Triplex forming oligonucleotide targeted to 3'UTR downregulates the expression of the bcl-2 proto-oncogene in HeLa cells

Abstract

The bcl-2 proto-oncogene is overexpressed in a variety of human cancers and plays an important role in programmed cell death. Recent reports implied that the 3'-untranslated region (3'UTR) functions effectively in the regulation of gene expression. Here, we attempt to assay the ability of triplex forming oligonucleotides (TFOs) to inhibit expression of a target gene in vivo and to examine the potential of the 3'UTR of the bcl-2 proto-oncogene in the regulation of bcl-2 gene expression.
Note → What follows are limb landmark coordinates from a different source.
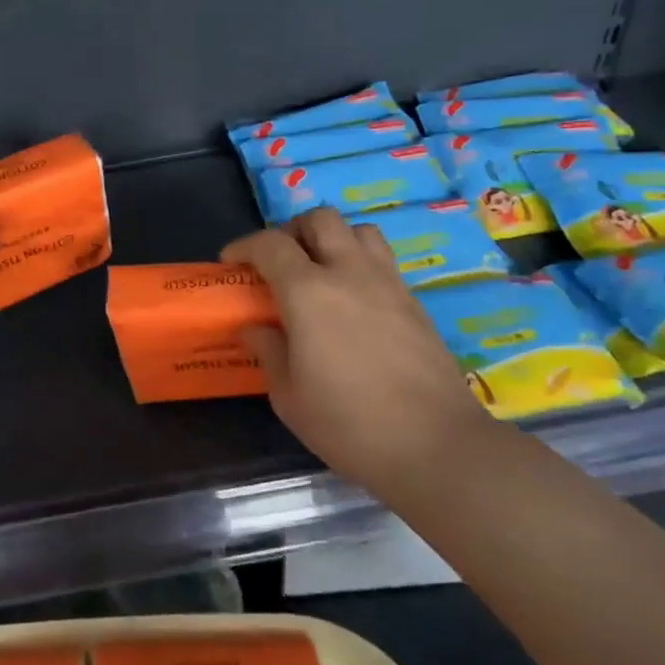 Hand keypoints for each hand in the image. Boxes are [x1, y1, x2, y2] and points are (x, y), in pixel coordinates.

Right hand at [223, 209, 499, 491]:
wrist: (434, 445)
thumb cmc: (348, 423)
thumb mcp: (289, 395)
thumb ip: (268, 350)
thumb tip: (254, 327)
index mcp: (309, 292)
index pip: (270, 244)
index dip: (244, 246)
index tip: (230, 262)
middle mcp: (350, 273)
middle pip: (320, 219)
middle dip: (292, 230)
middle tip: (278, 261)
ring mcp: (388, 284)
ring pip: (359, 230)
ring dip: (333, 239)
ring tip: (319, 270)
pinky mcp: (415, 302)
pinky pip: (382, 260)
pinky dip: (359, 263)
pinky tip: (352, 300)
To do this, we have developed a novel cellular system that involves transfection of a Doxycyclin inducible expression plasmid containing the bcl-2 ORF and the 3'UTR together with a TFO targeted to the 3'UTR of the bcl-2 proto-oncogene. Phosphorothioate-modified TFO targeted to the 3'UTR of the bcl-2 gene significantly downregulated the expression of the bcl-2 gene in HeLa cells as demonstrated by western blotting. Our results indicate that blocking the functions of the 3'UTR using the TFO can downregulate the expression of the targeted gene, and suggest that triplex strategy is a promising approach for oligonucleotide-based gene therapy. In addition, triplex-based sequence targeting may provide a useful tool for studying the regulation of gene expression.